_PROBLEM TO SOLVE:_
Once the pictures are set aside, reproduce all of the records exactly.

_Collected data entries:_
= = = = =

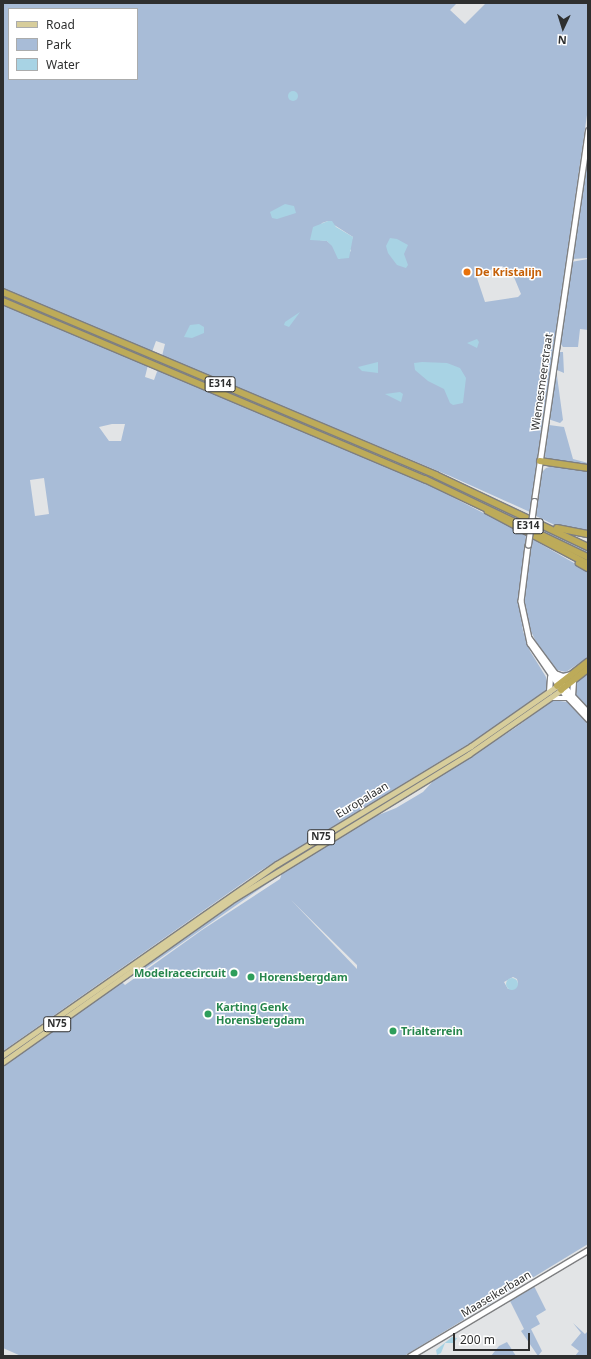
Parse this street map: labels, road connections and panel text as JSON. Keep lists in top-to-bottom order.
{
  "streets": {
    "highway": ["E314", "Europalaan", "N75"],
    "main road": ["Wiemesmeerstraat", "Maaseikerbaan"]
  },
  "crossings": [
    ["Wiemesmeerstraat", "Europalaan"],
    ["Europalaan", "N75"]
  ],
  "places": [
    "De Kristalijn",
    "Modelracecircuit",
    "Horensbergdam",
    "Karting Genk Horensbergdam",
    "Trialterrein"
  ],
  "legend": ["Road", "Park", "Water"],
  "scale_bar": "200 m",
  "north": "bottom"
}
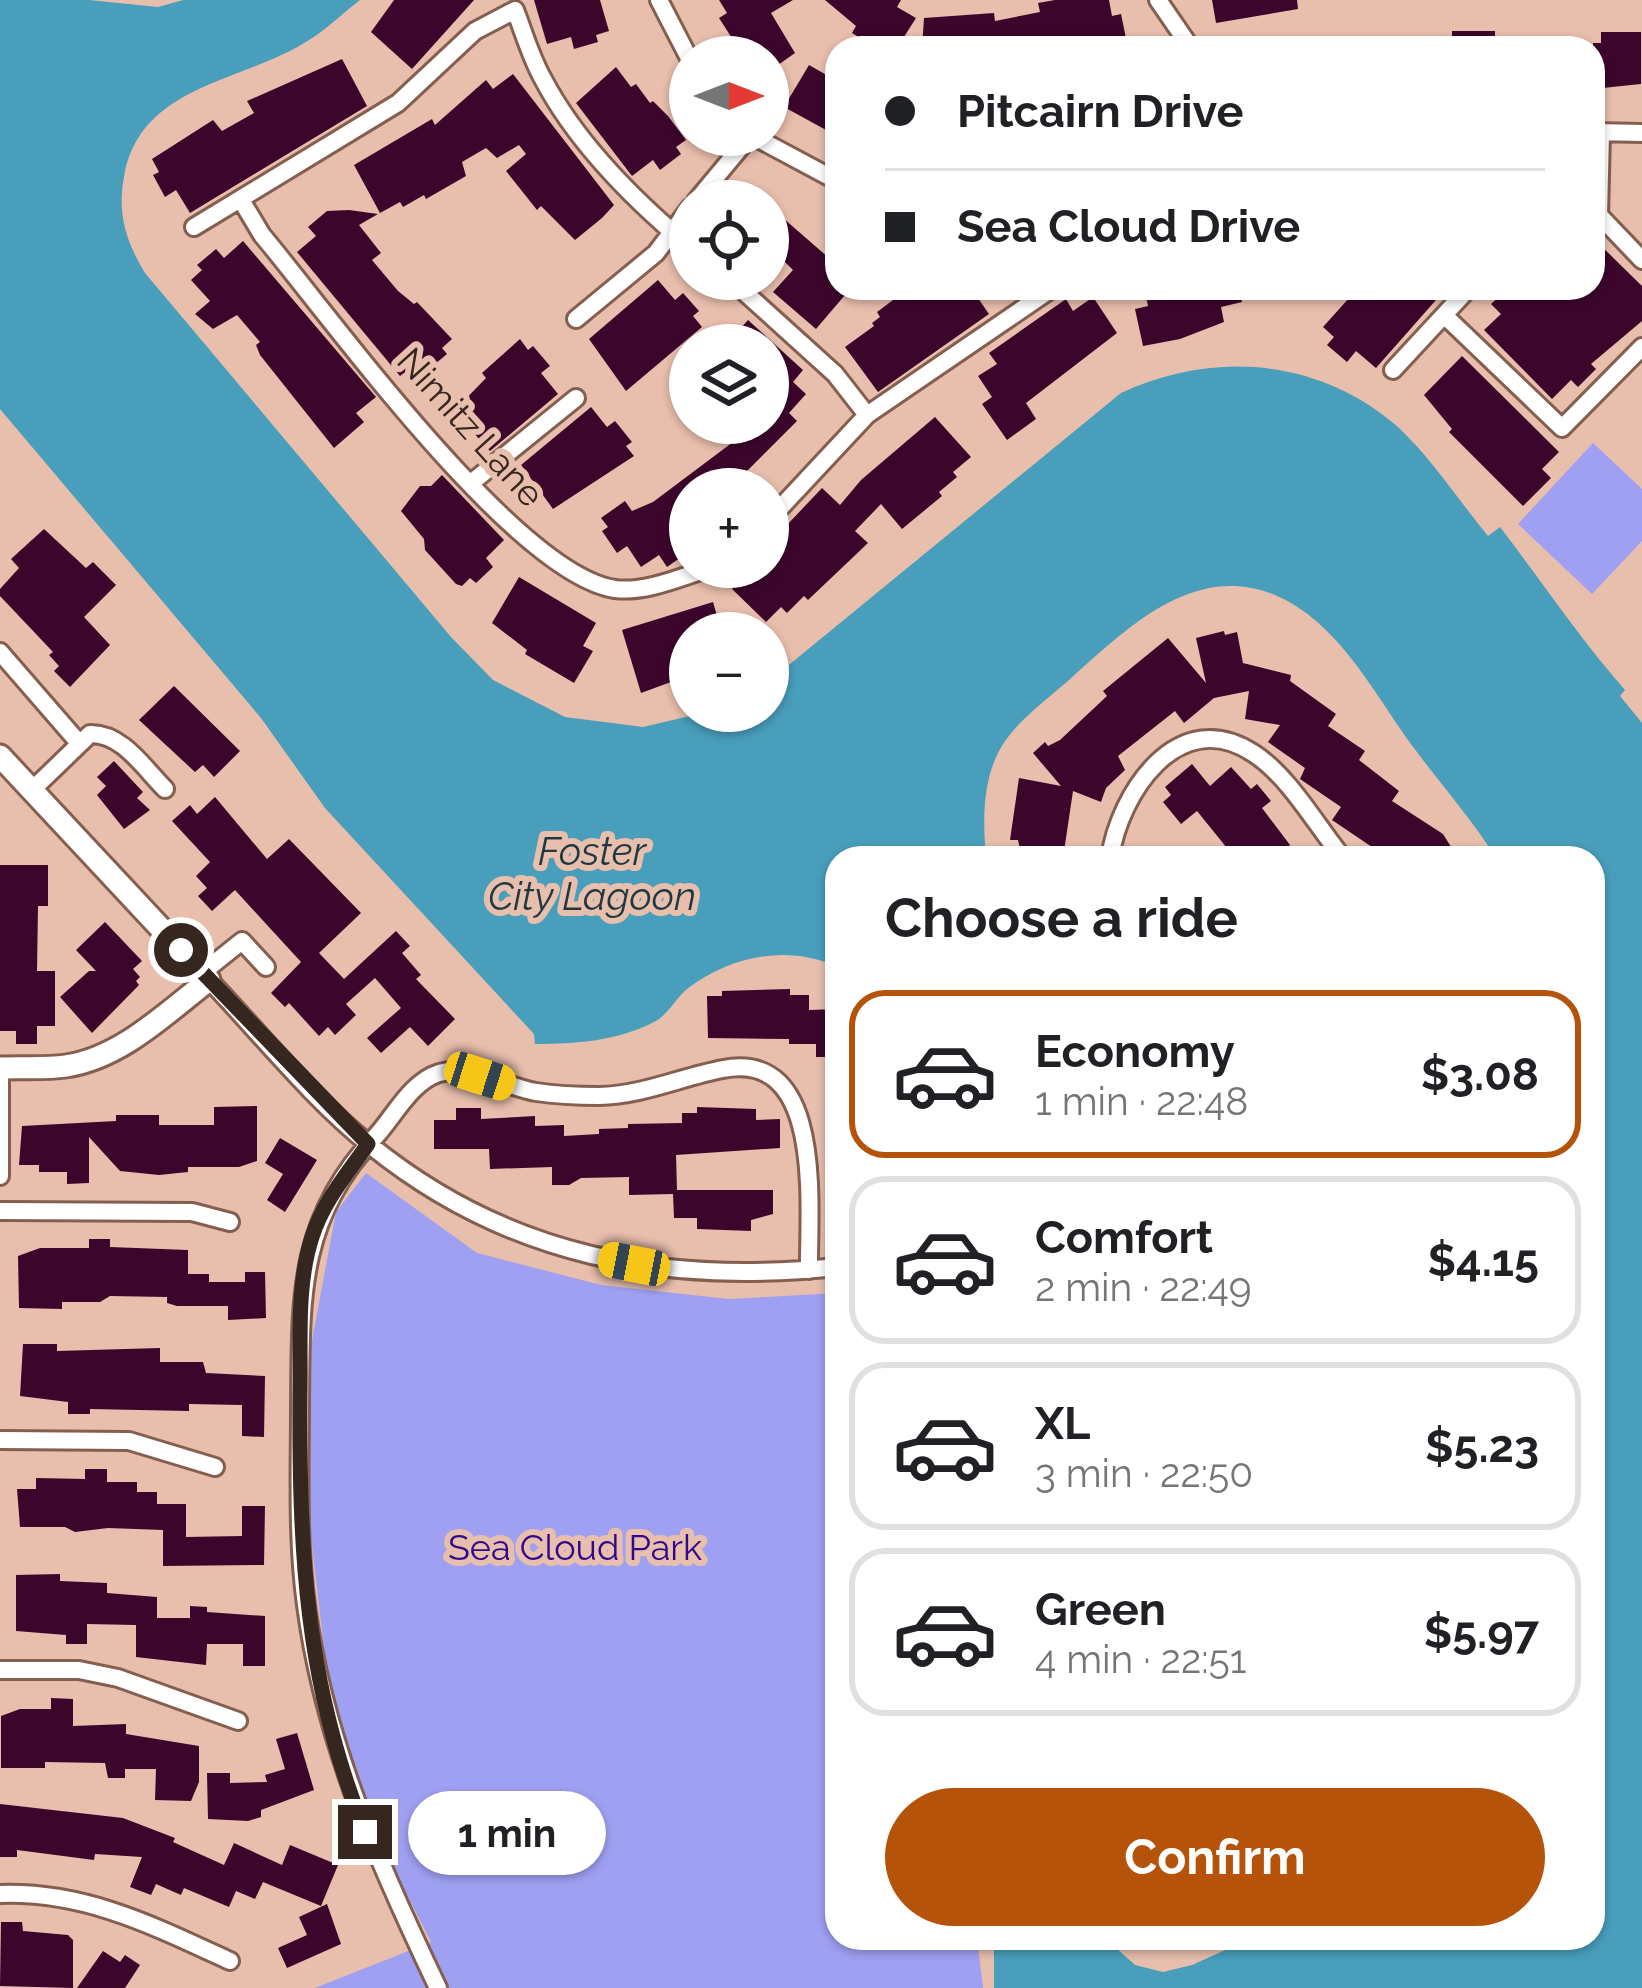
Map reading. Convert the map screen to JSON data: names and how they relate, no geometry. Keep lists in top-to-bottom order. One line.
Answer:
{"streets":{"street":["Nimitz Lane"]},"water":["Foster City Lagoon"],"parks":["Sea Cloud Park"],"north":"right","page":{"map_buttons":["+","−"],"banner":["Pitcairn Drive","Sea Cloud Drive"],"heading":"Choose a ride","list":[{"name":"Economy","note":"1 min · 22:48","value":"$3.08"},{"name":"Comfort","note":"2 min · 22:49","value":"$4.15"},{"name":"XL","note":"3 min · 22:50","value":"$5.23"},{"name":"Green","note":"4 min · 22:51","value":"$5.97"}],"buttons":"Confirm","bubble":"1 min"}}
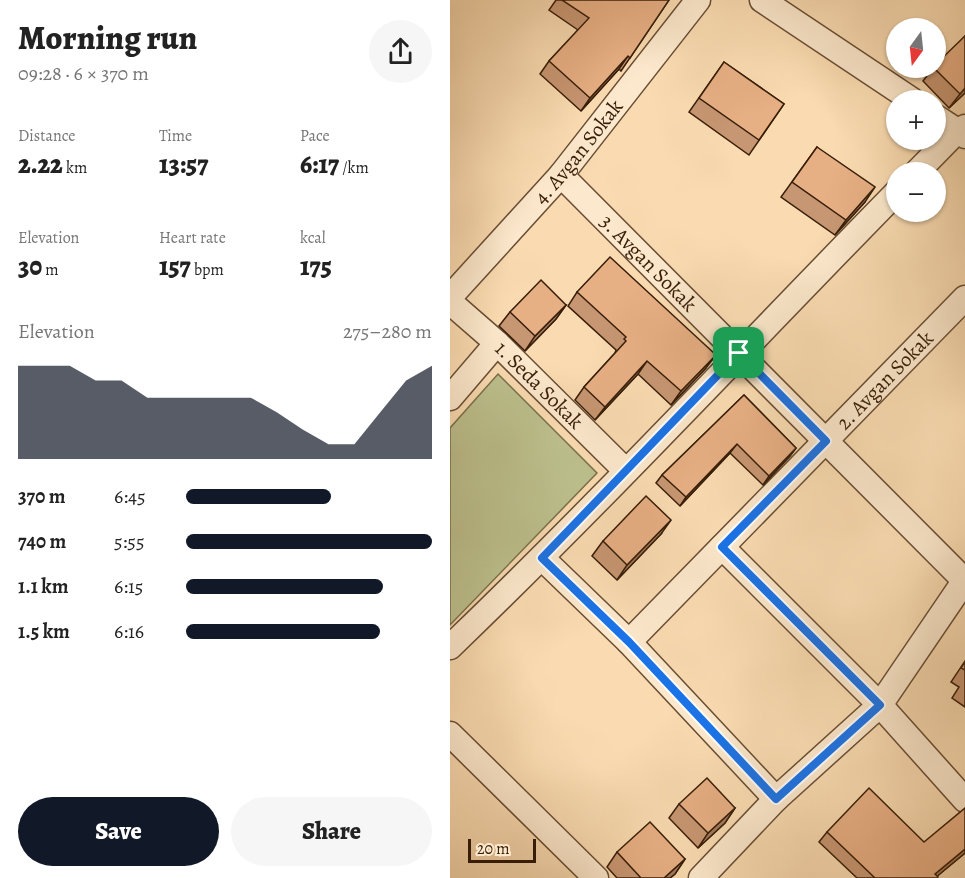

= = = = =

_FINISHED TASK:_
Parse this street map: labels, road connections and panel text as JSON. Keep lists in top-to-bottom order.
{
  "streets": {
    "highway": ["E314", "Europalaan", "N75"],
    "main road": ["Wiemesmeerstraat", "Maaseikerbaan"]
  },
  "crossings": [
    ["Wiemesmeerstraat", "Europalaan"],
    ["Europalaan", "N75"]
  ],
  "places": [
    "De Kristalijn",
    "Modelracecircuit",
    "Horensbergdam",
    "Karting Genk Horensbergdam",
    "Trialterrein"
  ],
  "legend": ["Road", "Park", "Water"],
  "scale_bar": "200 m",
  "north": "bottom"
}
Map reading. Convert the map screen to JSON data: names and how they relate, no geometry. Keep lists in top-to-bottom order. One line.
Answer:
{"streets":{"street":["Nimitz Lane"]},"water":["Foster City Lagoon"],"parks":["Sea Cloud Park"],"north":"right","page":{"map_buttons":["+","−"],"banner":["Pitcairn Drive","Sea Cloud Drive"],"heading":"Choose a ride","list":[{"name":"Economy","note":"1 min · 22:48","value":"$3.08"},{"name":"Comfort","note":"2 min · 22:49","value":"$4.15"},{"name":"XL","note":"3 min · 22:50","value":"$5.23"},{"name":"Green","note":"4 min · 22:51","value":"$5.97"}],"buttons":"Confirm","bubble":"1 min"}}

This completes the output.